Leaving out the pictures, transcribe all of the records faithfully.

── Data extracts

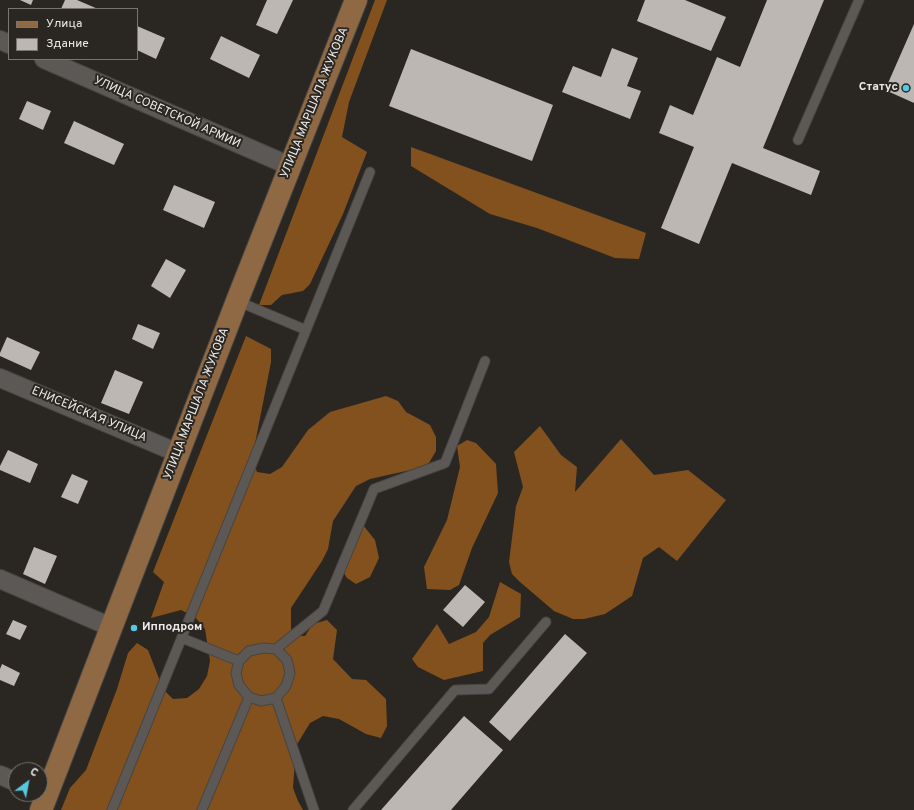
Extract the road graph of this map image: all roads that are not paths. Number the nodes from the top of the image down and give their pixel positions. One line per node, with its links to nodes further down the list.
1 (356, 0): 5 (main road, УЛИЦА МАРШАЛА ЖУКОВА)
2 (859, 0): 4 (lane)
3 (46, 60): 5 (street, УЛИЦА СОВЕТСКОЙ АРМИИ)
4 (798, 140)
5 (290, 166): 7 (main road, УЛИЦА МАРШАЛА ЖУКОВА)
6 (370, 172): 8 (lane)
7 (237, 301): 8 (lane); 11 (main road, УЛИЦА МАРШАЛА ЖУКОВА)
8 (306, 330): 15 (lane)
9 (485, 361): 16 (lane)
10 (0, 378): 11 (street, ЕНИСЕЙСКАЯ УЛИЦА)
11 (178, 453): 14 (main road, УЛИЦА МАРШАЛА ЖУКОВА)
12 (0, 579): 14 (street)
13 (546, 622): 24 (lane)
14 (111, 627): 20 (main road, УЛИЦА МАРШАЛА ЖУКОВА)
15 (182, 638): 17 (lane); 21 (lane)
16 (276, 649): 17 (lane); 19 (lane)
17 (239, 661): 18 (lane)
18 (249, 697): 19 (lane); 22 (lane)
19 (276, 698): 23 (lane)
20 (48, 785)
21 (112, 810)
22 (202, 810)
23 (314, 810)
24 (353, 810)

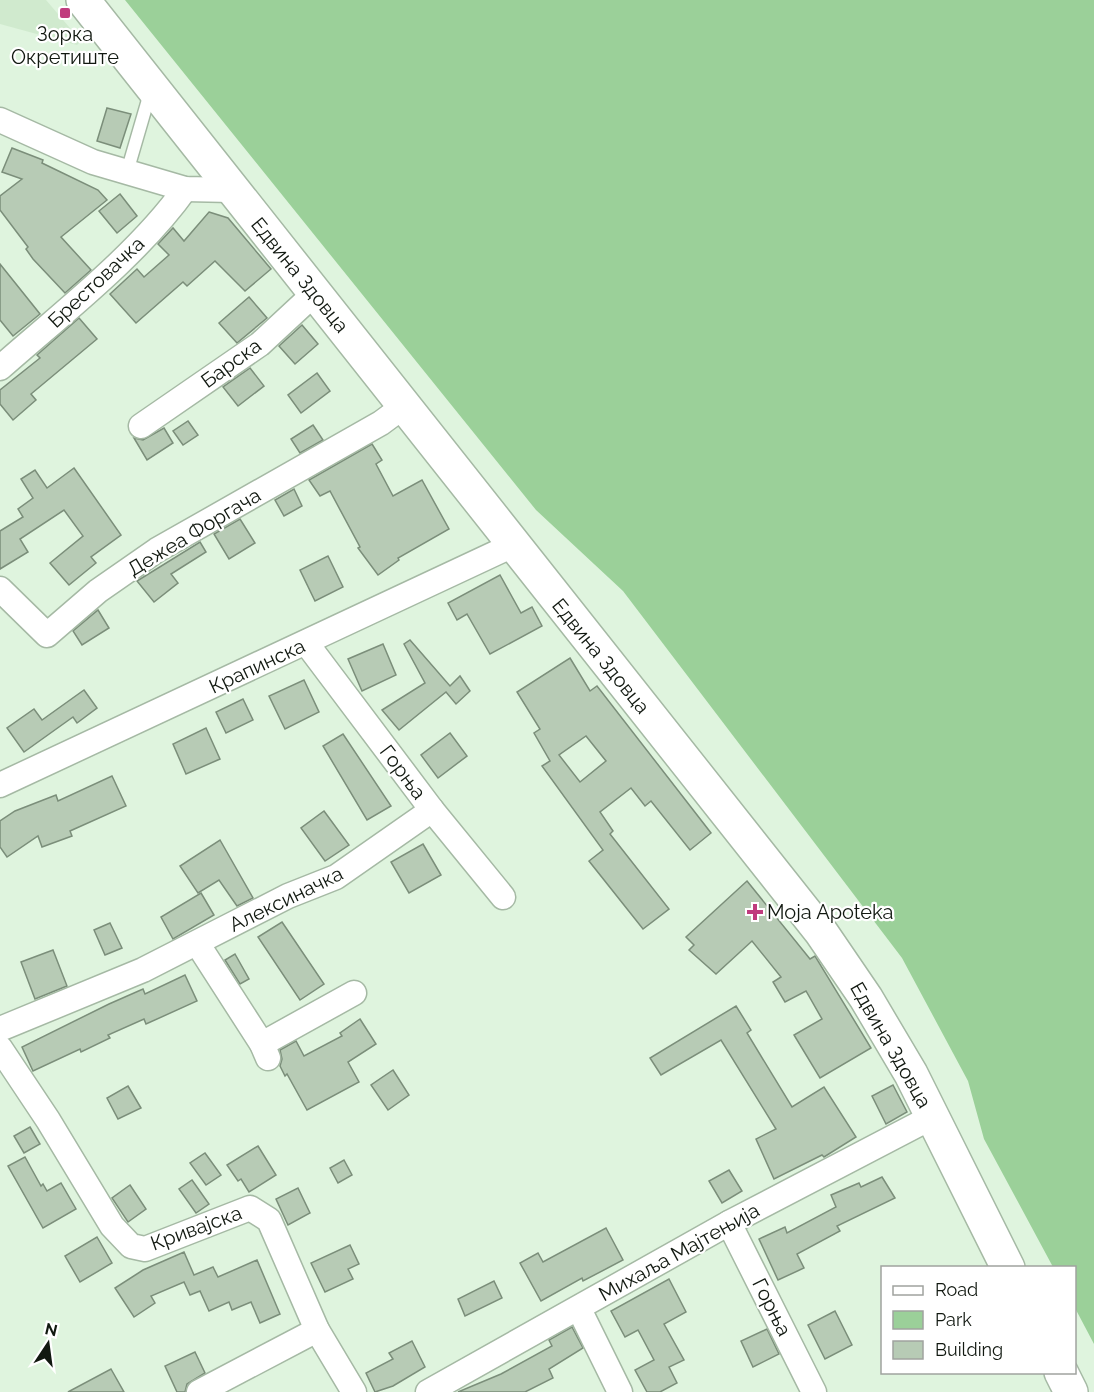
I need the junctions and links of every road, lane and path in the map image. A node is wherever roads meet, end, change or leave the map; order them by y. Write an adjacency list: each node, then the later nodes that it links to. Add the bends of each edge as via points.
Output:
1 (82, 0): 2 (main road, Едвина Здовца)
2 (149, 81): 4 (lane); 6 (main road, Едвина Здовца)
3 (0, 120): 4 (street, via 93,162)
4 (127, 172): 5 (street)
5 (185, 189): 6 (street); 8 (street, Брестовачка, via 166,215)
6 (231, 190): 7 (main road, Едвина Здовца)
7 (315, 293): 9 (main road, Едвина Здовца); 10 (street, Барска, via 260,344)
8 (0, 368)
9 (404, 406): 11 (main road, Едвина Здовца); 12 (street, Дежеа Форгача, via 381,423 157,550 47,634)
10 (141, 426)
11 (513, 545): 13 (street, Крапинска); 21 (main road, Едвина Здовца, via 821,932 866,998)
12 (0, 589)
13 (307, 644): 14 (street, Крапинска); 15 (street, Горња)
14 (0, 785)
15 (432, 810): 16 (street, Горња); 17 (street, Алексиначка, via 336,877 288,896)
16 (503, 897)
17 (197, 943): 18 (street, via 265,1051); 19 (street, Алексиначка)
18 (354, 993)
19 (0, 1029)
20 (0, 1048): 25 (street, Кривајска, via 48,1119 112,1227 131,1246 145,1249 250,1208 269,1220)
21 (933, 1117): 22 (street, Михаља Мајтењија); 23 (main road, Едвина Здовца)
22 (729, 1223): 24 (street, Михаља Мајтењија); 31 (street, Горња)
23 (1007, 1266)
24 (579, 1309): 29 (street, Михаља Мајтењија); 30 (street)
25 (317, 1330): 27 (street); 28 (street)
26 (1063, 1374): 32 (main road)
27 (199, 1392)
28 (354, 1392)
29 (428, 1392)
30 (620, 1392)
31 (814, 1392)
32 (1071, 1392)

────

[Solution to this exercise]:
Extract the road graph of this map image: all roads that are not paths. Number the nodes from the top of the image down and give their pixel positions. One line per node, with its links to nodes further down the list.
1 (356, 0): 5 (main road, УЛИЦА МАРШАЛА ЖУКОВА)
2 (859, 0): 4 (lane)
3 (46, 60): 5 (street, УЛИЦА СОВЕТСКОЙ АРМИИ)
4 (798, 140)
5 (290, 166): 7 (main road, УЛИЦА МАРШАЛА ЖУКОВА)
6 (370, 172): 8 (lane)
7 (237, 301): 8 (lane); 11 (main road, УЛИЦА МАРШАЛА ЖУКОВА)
8 (306, 330): 15 (lane)
9 (485, 361): 16 (lane)
10 (0, 378): 11 (street, ЕНИСЕЙСКАЯ УЛИЦА)
11 (178, 453): 14 (main road, УЛИЦА МАРШАЛА ЖУКОВА)
12 (0, 579): 14 (street)
13 (546, 622): 24 (lane)
14 (111, 627): 20 (main road, УЛИЦА МАРШАЛА ЖУКОВА)
15 (182, 638): 17 (lane); 21 (lane)
16 (276, 649): 17 (lane); 19 (lane)
17 (239, 661): 18 (lane)
18 (249, 697): 19 (lane); 22 (lane)
19 (276, 698): 23 (lane)
20 (48, 785)
21 (112, 810)
22 (202, 810)
23 (314, 810)
24 (353, 810)

I need the junctions and links of every road, lane and path in the map image. A node is wherever roads meet, end, change or leave the map; order them by y. Write an adjacency list: each node, then the later nodes that it links to. Add the bends of each edge as via points.
Output:
1 (82, 0): 2 (main road, Едвина Здовца)
2 (149, 81): 4 (lane); 6 (main road, Едвина Здовца)
3 (0, 120): 4 (street, via 93,162)
4 (127, 172): 5 (street)
5 (185, 189): 6 (street); 8 (street, Брестовачка, via 166,215)
6 (231, 190): 7 (main road, Едвина Здовца)
7 (315, 293): 9 (main road, Едвина Здовца); 10 (street, Барска, via 260,344)
8 (0, 368)
9 (404, 406): 11 (main road, Едвина Здовца); 12 (street, Дежеа Форгача, via 381,423 157,550 47,634)
10 (141, 426)
11 (513, 545): 13 (street, Крапинска); 21 (main road, Едвина Здовца, via 821,932 866,998)
12 (0, 589)
13 (307, 644): 14 (street, Крапинска); 15 (street, Горња)
14 (0, 785)
15 (432, 810): 16 (street, Горња); 17 (street, Алексиначка, via 336,877 288,896)
16 (503, 897)
17 (197, 943): 18 (street, via 265,1051); 19 (street, Алексиначка)
18 (354, 993)
19 (0, 1029)
20 (0, 1048): 25 (street, Кривајска, via 48,1119 112,1227 131,1246 145,1249 250,1208 269,1220)
21 (933, 1117): 22 (street, Михаља Мајтењија); 23 (main road, Едвина Здовца)
22 (729, 1223): 24 (street, Михаља Мајтењија); 31 (street, Горња)
23 (1007, 1266)
24 (579, 1309): 29 (street, Михаља Мајтењија); 30 (street)
25 (317, 1330): 27 (street); 28 (street)
26 (1063, 1374): 32 (main road)
27 (199, 1392)
28 (354, 1392)
29 (428, 1392)
30 (620, 1392)
31 (814, 1392)
32 (1071, 1392)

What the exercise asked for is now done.